В уголку, прижавшись к стенке, сидел старенький человечек и любовался на несколько десятков шкаликов, освещавших фронтон пансиона — незатейливая иллюминация нашего дома.
Старик улыбался, на его изрезанном морщинами лице расплылось выражение удовольствия, выцветшие глазки были устремлены на мигающие огоньки, впавший рот сложился в улыбку.
Я не стал мешать ему и удалился молча. Это был старик-садовник. Как его звали, мне не было известно. Говорили только, что ему более сотни лет, но для своего возраста он был достаточно бодр и подвижен.

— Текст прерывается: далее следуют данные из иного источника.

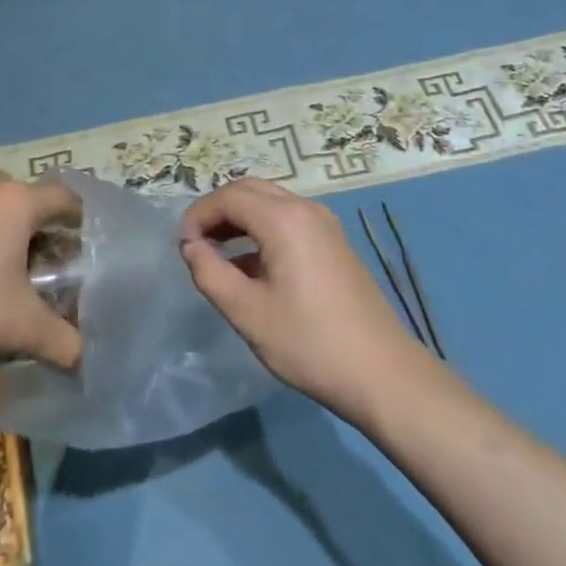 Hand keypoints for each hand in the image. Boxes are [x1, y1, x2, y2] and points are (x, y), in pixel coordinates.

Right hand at [180, 178, 427, 422]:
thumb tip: (191, 246)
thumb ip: (210, 273)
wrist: (383, 374)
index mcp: (284, 219)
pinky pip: (288, 220)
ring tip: (216, 254)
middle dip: (218, 211)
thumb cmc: (309, 343)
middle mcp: (306, 209)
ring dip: (239, 219)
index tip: (182, 246)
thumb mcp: (248, 312)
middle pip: (250, 190)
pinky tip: (250, 267)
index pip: (229, 196)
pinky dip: (261, 230)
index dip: (199, 214)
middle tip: (196, 244)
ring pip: (270, 203)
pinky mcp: (334, 243)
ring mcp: (325, 224)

О чем думал дед в эту минуту? Вспоминал ли он давно прошедшие времена, все радости невозвратной молодости, грезилось ли ему беззаботное детство, товарищи, веселые игры в эту полную таинственной прелести Иванову ночь, перелом лета… Кто знает?
С тех пор я только еще раз видал старого садовника, когда он привязывал к колышкам разметанные ночным дождем в клумбе цветы. Он мне показался совсем ветхим старцем…
Миновали июньские дни. Надвинулся удушливо жаркий июль. В лугах запахло ароматом скошенной травы, зашелестели колосья озимых хлебов, заволновалась желтая нива, точно безбрежное море, созревал хлеб.
Скоро и жатва. Зерно налилось добротное, янтарное. Радуются хлеборобы. По ночам зарницы заблистали, кой- когда легкий, теплый дождик вспрыскивал, освежал, но не вредил хлебу.
У нас в пансионе время было мирное, летне-ленивое.
Все отдыхали от зимних занятий, жили растительной жизнью, много гуляли, казалось, что и конца не будет такому умственному прозябанию.
Это было 19-го июля…
Стояла удушливая ночь. Несмотря на открытое окно, в комнате было нечем дышать. Мне не спалось. Я чиркнул спичку, посмотрел на часы: близилось к полуночи. Огонь совершенно прогнал мой сон, я наскоро оделся, спустился по лестнице в нижний этаж и выбрался в сад, оттуда было недалеко пройти и на дорогу.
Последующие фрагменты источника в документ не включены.